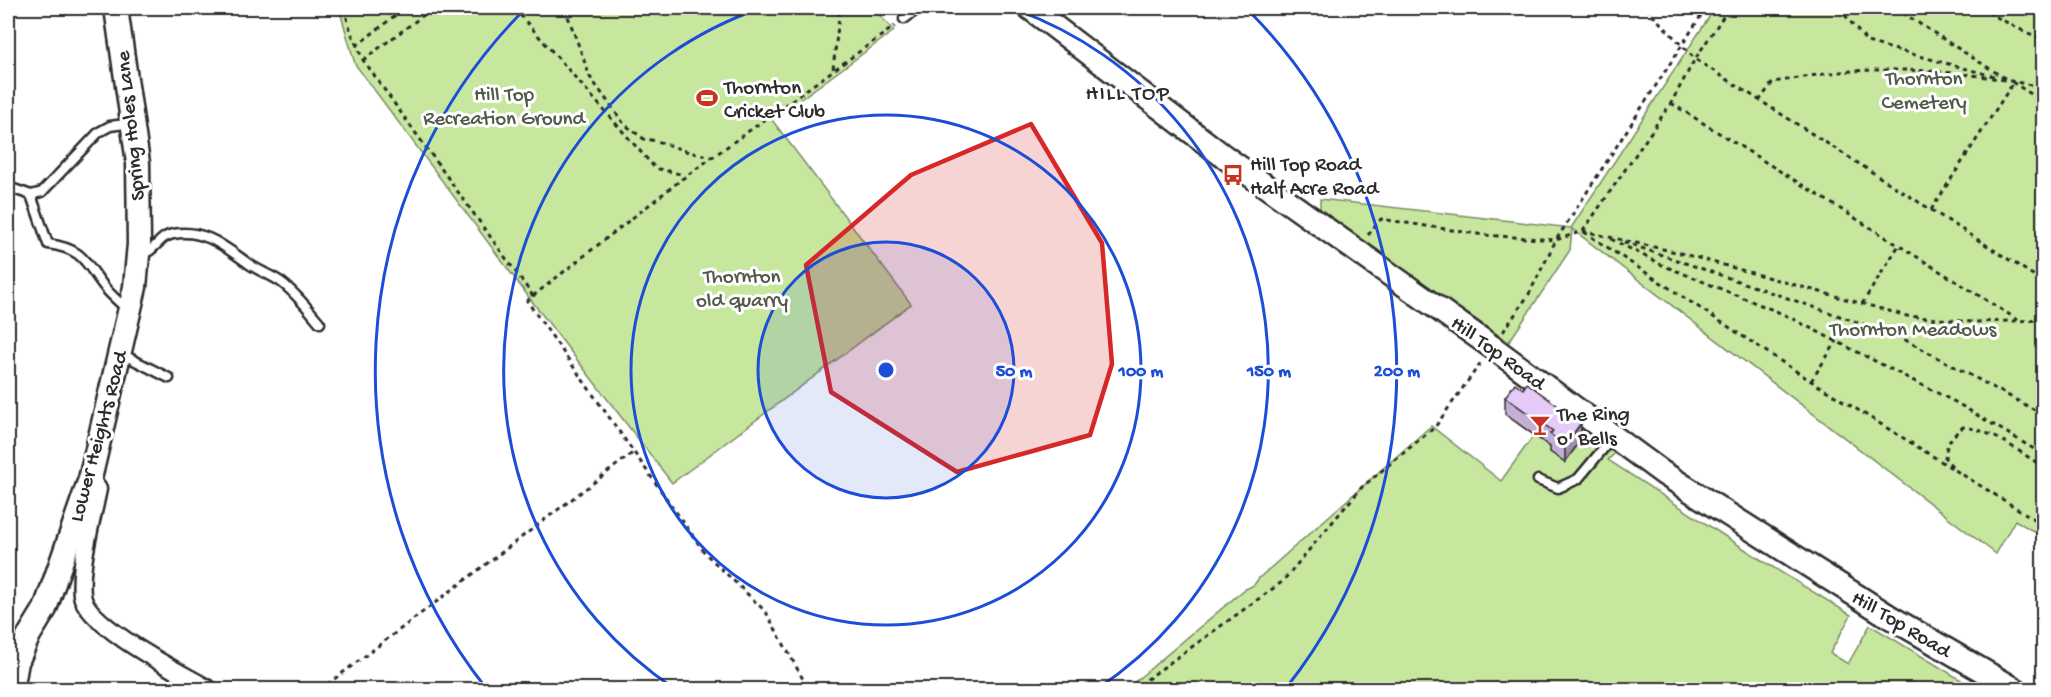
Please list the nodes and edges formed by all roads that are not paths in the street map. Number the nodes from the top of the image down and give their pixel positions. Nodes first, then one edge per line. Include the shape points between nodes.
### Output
1 (116, 8) edge
2 (919, 8) edge
3 (1030, 8) edge
4 (904, 19) road end
5 (132, 123) junction
6 (8, 187) edge
7 (31, 195) junction
8 (138, 250) junction
9 (129, 312) junction
10 (320, 323) dead end
11 (120, 353) junction
12 (169, 378) dead end
13 (1613, 437) junction
14 (90, 479) junction
15 (1538, 480) dead end
16 (12, 690) edge
17 (210, 690) edge
18 (2016, 690) edge

1 - 5 street, Spring Holes Lane
2 - 4 lane
3 - 13 street, Hill Top Road via 1222,155
5 - 7 lane via 99,132 42,192
5 - 8 street, Spring Holes Lane via 138,163
6 - 7 lane
7 - 9 lane via 48,244 65,246 88,262
8 - 9 street, Lower Heights Road
8 - 10 lane via 149,253 174,233 186,232 215,240 282,283
9 - 11 street, Lower Heights Road
11 - 12 lane
11 - 14 street, Lower Heights Road
13 - 15 lane via 1578,479 1558,488
13 - 18 street, Hill Top Road via 1890,617
14 - 16 street, Lower Heights Road via 45,609 19,647
14 - 17 street via 98,489 82,574 82,597 89,611 108,629

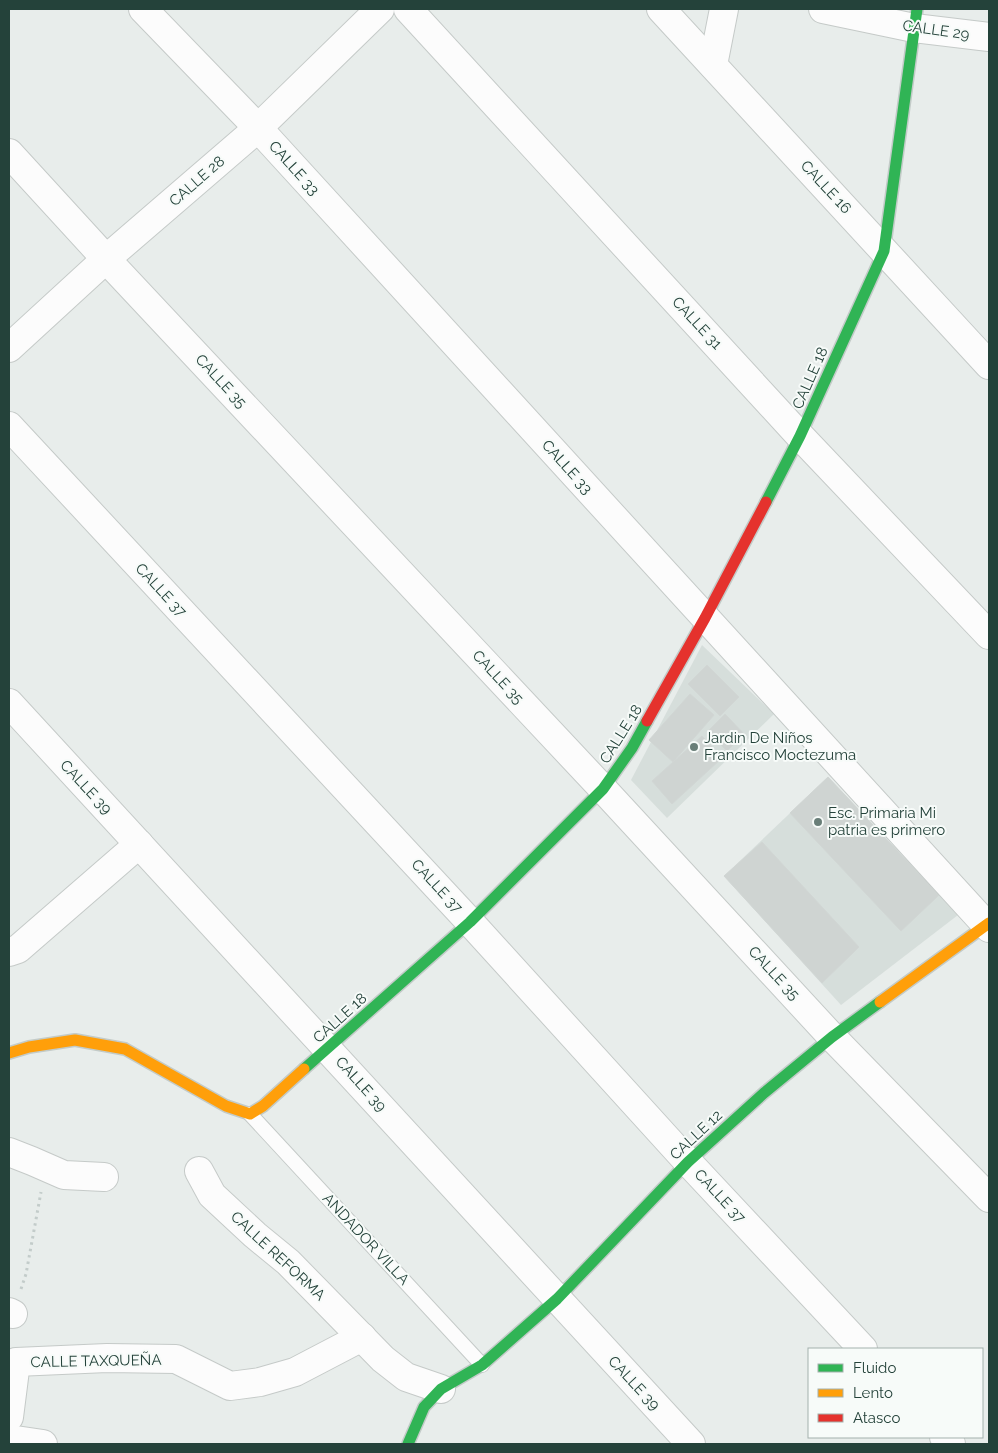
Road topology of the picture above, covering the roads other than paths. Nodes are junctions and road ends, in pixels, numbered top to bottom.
1 (143, 9) edge
2 (380, 9) edge
3 (408, 9) edge
4 (661, 9) edge
5 (724, 9) edge
6 (824, 9) edge
7 (915, 18) edge
8 (989, 37) edge
9 (713, 65) junction
10 (258, 128) junction
11 (9, 153) edge
12 (884, 251) junction
13 (106, 259) junction
14 (9, 348) edge
15 (989, 365) edge
16 (9, 426) edge
17 (800, 436) junction
18 (705, 618) junction
19 (989, 635) edge
20 (9, 703) edge
21 (604, 789) junction
22 (139, 844) junction
23 (470, 922) junction
24 (988, 925) edge
25 (12, 946) edge
26 (832, 1037) junction
27 (328, 1049) junction
28 (9, 1053) edge
29 (250, 1114) junction
30 (9, 1152) edge
31 (688, 1162) junction
32 (199, 1171) dead end
33 (104, 1177) dead end
34 (989, 1198) edge
35 (558, 1299) junction
36 (362, 1337) junction
37 (861, 1348) edge
38 (482, 1365) junction
39 (441, 1388) junction
40 (9, 1417) edge
41 (9, 1439) edge
42 (43, 1444) edge
43 (408, 1444) edge
44 (691, 1444) edge

1 - 10 street, CALLE 33
2 - 10 street, CALLE 28
3 - 17 street, CALLE 31
4 - 9 street, CALLE 16
5 - 9 street
6 - 7 street, CALLE 29
7 - 8 street, CALLE 29
7 - 12 street, CALLE 18
9 - 12 street, CALLE 16
10 - 13 street, CALLE 28
10 - 18 street, CALLE 33
11 - 13 street, CALLE 35
12 - 15 street, CALLE 16
12 - 17 street, CALLE 18
13 - 14 street, CALLE 28
13 - 21 street, CALLE 35
16 - 23 street, CALLE 37
17 - 18 street, CALLE 18
17 - 19 street, CALLE 31
18 - 21 street, CALLE 18
18 - 24 street, CALLE 33
20 - 22 street, CALLE 39
21 - 23 street, CALLE 18
21 - 26 street, CALLE 35
22 - 25 street
22 - 27 street, CALLE 39
23 - 27 street, CALLE 18
23 - 31 street, CALLE 37
24 - 26 street, CALLE 12
26 - 31 street, CALLE 12
26 - 34 street, CALLE 35
27 - 29 street, CALLE 18
27 - 35 street, CALLE 39
28 - 29 street
29 - 38 lane, ANDADOR VILLA
30 - 33 street
31 - 35 street, CALLE 12
31 - 37 street, CALLE 37
32 - 36 street, CALLE REFORMA
35 - 38 street, CALLE 12
35 - 44 street, CALLE 39
36 - 39 street, CALLE REFORMA
36 - 40 street, CALLE TAXQUEÑA
38 - 39 street, CALLE 12
39 - 43 street, CALLE 12
41 - 42 street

──────

* [Problem to work on]: Each line above that contains the word "Lower" should be returned.

* [Answer box]:
8 - 9 street, Lower Heights Road
9 - 11 street, Lower Heights Road
11 - 14 street, Lower Heights Road
14 - 16 street, Lower Heights Road via 45,609 19,647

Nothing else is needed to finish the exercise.